Exercise:
Pull every line from the records that has the word "links" in it.

· · · ·

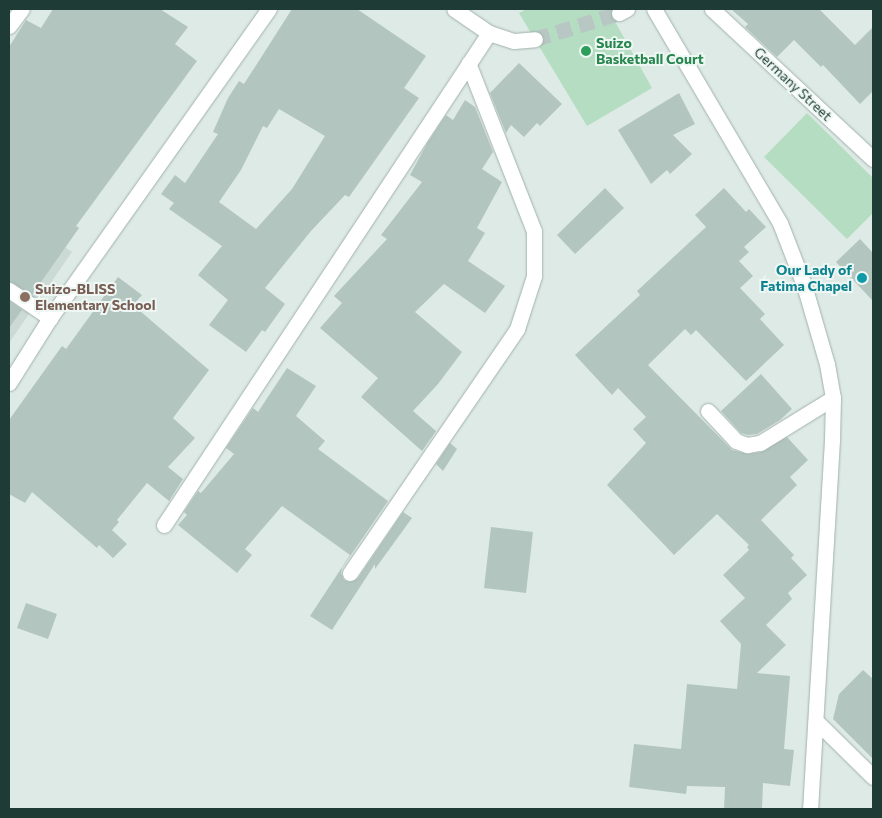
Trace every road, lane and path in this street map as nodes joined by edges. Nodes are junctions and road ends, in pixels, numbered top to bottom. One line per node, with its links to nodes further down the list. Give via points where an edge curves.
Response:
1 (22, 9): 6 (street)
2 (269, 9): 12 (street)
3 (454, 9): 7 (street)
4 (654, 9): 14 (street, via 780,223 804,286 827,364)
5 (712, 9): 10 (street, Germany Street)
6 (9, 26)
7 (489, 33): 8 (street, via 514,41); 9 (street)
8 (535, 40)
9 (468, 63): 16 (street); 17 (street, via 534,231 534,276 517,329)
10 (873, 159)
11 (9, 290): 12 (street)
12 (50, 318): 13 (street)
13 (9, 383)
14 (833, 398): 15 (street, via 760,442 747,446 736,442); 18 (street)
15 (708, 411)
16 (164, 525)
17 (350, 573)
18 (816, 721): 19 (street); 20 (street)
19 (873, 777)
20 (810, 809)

· · · ·

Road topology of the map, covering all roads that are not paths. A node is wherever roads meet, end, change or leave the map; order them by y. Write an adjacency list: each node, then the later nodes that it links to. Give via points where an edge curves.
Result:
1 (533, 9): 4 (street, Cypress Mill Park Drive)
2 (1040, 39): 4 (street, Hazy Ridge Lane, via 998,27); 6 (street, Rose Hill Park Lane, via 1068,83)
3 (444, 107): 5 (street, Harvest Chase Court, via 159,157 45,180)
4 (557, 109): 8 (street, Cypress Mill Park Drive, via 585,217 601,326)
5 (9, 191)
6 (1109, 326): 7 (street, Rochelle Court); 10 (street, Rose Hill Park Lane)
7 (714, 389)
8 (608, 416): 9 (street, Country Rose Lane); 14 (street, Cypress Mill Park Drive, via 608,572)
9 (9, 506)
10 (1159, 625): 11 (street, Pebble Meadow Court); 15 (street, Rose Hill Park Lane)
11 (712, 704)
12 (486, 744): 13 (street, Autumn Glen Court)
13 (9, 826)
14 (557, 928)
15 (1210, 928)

· · · ·

Written solution:
Trace every road, lane and path in this street map as nodes joined by edges. Nodes are junctions and road ends, in pixels, numbered top to bottom. One line per node, with its links to nodes further down the list. Give via points where an edge curves.
Road topology of the map, covering all roads that are not paths. A node is wherever roads meet, end, change or leave the map; order them by y. Write an adjacency list: each node, then the later nodes that it links to. Give via points where an edge curves.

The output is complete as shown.